##### RECORDS SUPPLIED #####

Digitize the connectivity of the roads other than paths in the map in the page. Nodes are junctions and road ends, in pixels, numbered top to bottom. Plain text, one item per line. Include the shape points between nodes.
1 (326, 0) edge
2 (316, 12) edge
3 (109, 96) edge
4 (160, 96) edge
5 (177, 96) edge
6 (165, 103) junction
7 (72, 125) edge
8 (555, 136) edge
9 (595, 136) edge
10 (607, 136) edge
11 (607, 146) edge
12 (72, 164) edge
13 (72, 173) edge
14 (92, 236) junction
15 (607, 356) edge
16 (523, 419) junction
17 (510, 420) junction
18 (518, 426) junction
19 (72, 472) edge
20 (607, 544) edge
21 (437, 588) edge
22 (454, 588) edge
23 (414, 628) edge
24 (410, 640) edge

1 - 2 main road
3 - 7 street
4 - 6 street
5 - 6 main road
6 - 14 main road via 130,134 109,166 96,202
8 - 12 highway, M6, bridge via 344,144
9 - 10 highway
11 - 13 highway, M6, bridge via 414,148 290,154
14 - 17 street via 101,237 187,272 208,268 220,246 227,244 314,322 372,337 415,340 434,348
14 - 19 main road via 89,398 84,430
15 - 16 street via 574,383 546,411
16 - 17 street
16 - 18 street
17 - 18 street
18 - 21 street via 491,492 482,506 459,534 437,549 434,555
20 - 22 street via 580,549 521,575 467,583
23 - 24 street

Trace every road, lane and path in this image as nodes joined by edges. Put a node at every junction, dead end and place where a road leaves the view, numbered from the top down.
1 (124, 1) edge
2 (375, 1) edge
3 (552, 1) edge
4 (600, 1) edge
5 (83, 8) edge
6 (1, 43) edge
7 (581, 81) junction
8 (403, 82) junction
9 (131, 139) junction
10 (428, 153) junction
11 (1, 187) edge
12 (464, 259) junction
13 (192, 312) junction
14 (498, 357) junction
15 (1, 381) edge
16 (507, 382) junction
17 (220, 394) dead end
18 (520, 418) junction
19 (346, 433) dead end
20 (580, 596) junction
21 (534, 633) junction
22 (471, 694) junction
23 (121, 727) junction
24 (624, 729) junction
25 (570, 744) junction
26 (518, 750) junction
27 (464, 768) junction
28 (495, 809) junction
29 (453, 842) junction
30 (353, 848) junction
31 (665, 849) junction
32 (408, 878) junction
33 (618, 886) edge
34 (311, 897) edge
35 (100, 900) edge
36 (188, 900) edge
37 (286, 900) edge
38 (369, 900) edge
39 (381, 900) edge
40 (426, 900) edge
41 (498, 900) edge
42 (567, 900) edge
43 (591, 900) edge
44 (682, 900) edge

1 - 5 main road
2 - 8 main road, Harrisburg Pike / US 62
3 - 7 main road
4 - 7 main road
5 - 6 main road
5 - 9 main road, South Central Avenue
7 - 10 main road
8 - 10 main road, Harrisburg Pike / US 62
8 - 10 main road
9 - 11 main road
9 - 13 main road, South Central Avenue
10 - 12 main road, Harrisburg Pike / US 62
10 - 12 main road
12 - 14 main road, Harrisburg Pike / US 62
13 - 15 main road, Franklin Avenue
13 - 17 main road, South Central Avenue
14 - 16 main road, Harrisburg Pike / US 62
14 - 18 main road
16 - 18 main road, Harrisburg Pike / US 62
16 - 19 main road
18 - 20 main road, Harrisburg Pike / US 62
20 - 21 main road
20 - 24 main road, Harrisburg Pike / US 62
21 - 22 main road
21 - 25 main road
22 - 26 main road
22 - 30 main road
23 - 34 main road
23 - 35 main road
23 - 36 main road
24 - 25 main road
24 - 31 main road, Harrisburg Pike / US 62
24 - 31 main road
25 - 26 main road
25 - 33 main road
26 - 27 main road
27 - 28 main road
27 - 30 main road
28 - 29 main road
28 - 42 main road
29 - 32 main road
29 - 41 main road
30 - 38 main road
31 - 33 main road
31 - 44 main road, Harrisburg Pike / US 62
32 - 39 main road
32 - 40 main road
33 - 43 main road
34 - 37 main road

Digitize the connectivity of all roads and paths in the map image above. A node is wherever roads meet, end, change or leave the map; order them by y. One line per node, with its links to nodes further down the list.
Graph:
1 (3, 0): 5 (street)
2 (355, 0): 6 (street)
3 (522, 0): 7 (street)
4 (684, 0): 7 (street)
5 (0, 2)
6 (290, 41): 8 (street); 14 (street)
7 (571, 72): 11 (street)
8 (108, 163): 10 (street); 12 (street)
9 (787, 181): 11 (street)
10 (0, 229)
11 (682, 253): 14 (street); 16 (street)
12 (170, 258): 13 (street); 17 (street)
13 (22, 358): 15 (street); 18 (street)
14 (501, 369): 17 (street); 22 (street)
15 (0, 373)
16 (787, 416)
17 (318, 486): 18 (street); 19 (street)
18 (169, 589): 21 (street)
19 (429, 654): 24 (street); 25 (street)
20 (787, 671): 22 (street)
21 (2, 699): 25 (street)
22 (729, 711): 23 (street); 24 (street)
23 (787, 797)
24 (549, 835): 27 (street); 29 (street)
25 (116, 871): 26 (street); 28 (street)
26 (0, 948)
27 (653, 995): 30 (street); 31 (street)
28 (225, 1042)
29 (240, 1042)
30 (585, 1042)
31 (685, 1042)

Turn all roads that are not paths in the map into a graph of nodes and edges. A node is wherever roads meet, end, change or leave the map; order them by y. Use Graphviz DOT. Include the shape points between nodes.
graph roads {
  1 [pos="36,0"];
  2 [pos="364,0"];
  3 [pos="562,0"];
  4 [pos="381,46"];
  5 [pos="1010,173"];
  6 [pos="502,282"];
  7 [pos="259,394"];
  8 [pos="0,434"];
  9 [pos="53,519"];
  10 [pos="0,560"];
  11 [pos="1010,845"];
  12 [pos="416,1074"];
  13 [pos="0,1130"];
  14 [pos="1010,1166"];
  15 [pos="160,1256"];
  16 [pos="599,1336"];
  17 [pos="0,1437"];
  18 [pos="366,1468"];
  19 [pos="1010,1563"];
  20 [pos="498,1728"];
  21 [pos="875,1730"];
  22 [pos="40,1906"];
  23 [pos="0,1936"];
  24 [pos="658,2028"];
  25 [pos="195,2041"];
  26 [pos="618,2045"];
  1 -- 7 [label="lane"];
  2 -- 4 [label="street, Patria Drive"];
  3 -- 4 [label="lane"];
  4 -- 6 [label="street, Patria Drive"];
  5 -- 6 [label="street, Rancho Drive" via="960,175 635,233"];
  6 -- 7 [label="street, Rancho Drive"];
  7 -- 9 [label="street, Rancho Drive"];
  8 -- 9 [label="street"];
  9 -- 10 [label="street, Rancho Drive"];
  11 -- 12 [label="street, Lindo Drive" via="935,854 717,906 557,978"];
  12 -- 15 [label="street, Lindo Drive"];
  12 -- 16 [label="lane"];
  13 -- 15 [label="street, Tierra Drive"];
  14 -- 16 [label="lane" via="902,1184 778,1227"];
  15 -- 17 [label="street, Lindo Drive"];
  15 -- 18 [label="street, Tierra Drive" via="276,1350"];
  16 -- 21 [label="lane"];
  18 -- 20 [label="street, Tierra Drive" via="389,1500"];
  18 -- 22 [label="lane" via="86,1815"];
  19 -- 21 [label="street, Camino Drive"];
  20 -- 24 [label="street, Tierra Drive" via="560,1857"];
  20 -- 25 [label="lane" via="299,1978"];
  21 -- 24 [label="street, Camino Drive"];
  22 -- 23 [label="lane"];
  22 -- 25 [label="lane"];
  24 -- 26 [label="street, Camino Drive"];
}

#####

◆ WORK REQUIRED: Lines that contain "Tierra" should be pulled from the entries above and reported.

◆ RESULT:
  13 -- 15 [label="street, Tierra Drive"];
  15 -- 18 [label="street, Tierra Drive" via="276,1350"];
  18 -- 20 [label="street, Tierra Drive" via="389,1500"];
  20 -- 24 [label="street, Tierra Drive" via="560,1857"];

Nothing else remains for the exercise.